- Official poster
- Directed by: N.S.R Prasad
- Produced by: VS Ramireddy
- Starring: Srikanth; Aksha Pardasany;
- Cinematography: Rahul
- Music by: Gana
- Release date: 24 January 2013;
- Country: India
- Language: Telugu

= Shatruvu (2013 film) =

Indian Telugu-language thriller film

Shatruvu is a 2013 Indian Telugu-language thriller film directed by N.S.R Prasad and starring Srikanth and Aksha Pardasany.

== Cast ==
- Srikanth as Shankaranna a.k.a. Shankar
- Aksha Pardasany as Anusha a.k.a.

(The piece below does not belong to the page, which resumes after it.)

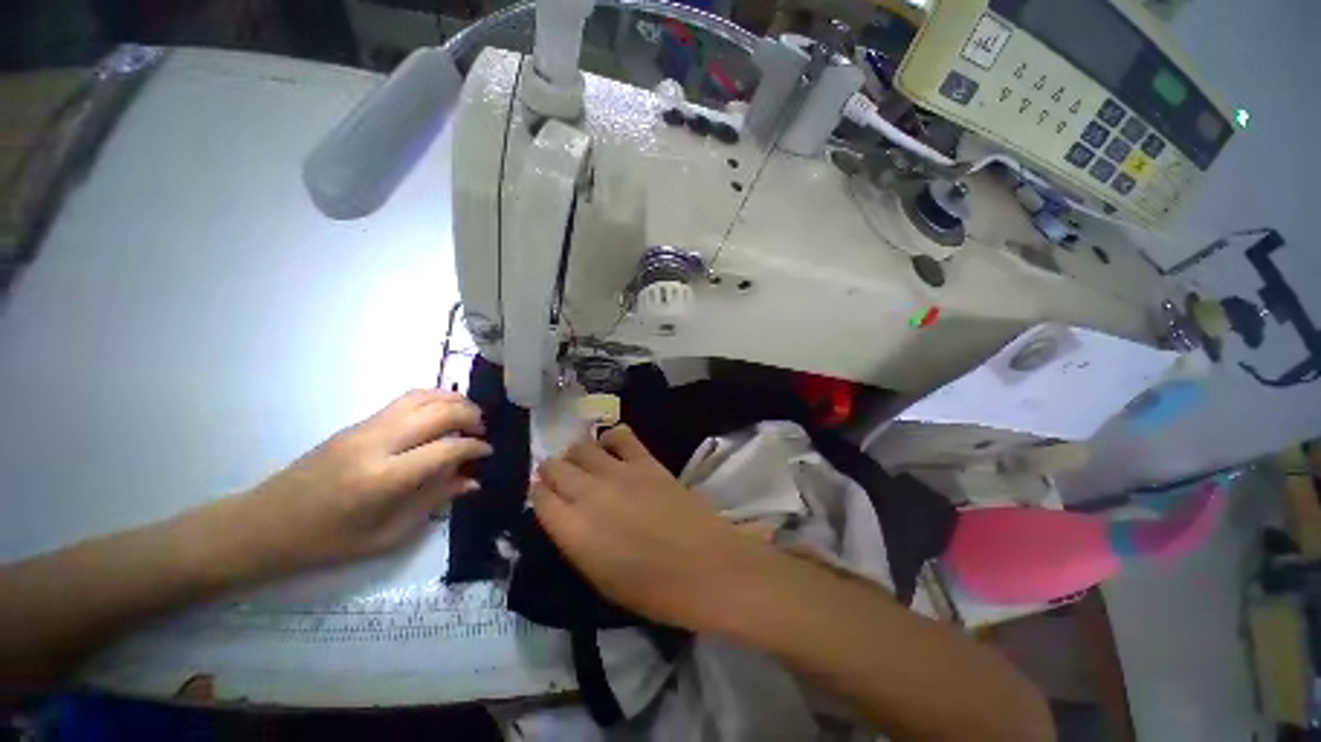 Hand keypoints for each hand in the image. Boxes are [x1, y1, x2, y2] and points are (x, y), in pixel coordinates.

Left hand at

Anu
- Rahman as Arvind
- Prabhakar
- Raghu Babu
- Duvvasi Mohan

==Production==
The film was shot in Hyderabad and Bangkok.

==Soundtrack==
Music by Gana.
1. Regupallu - Malathi
2. Jabili - Rajesh, Bhargavi Pillai
3. Dhama Dhama - Vijay Prakash
4. Ammevaro - Nitya Santhoshini, Rajesh
5. Shalalalaa - Suchitra, Kenny

==Reception==
Karthik Pasupulate of The Times of India opined that "It seems like a B-Grade action film from the nineties and everything looks too outdated. There are too many loopholes in the script and the execution so analysis into what all went wrong will be a waste of time". A critic from 123telugu gave the film a rating of 1 out of 5. The critic called the film outdated and said that Srikanth should not do such films.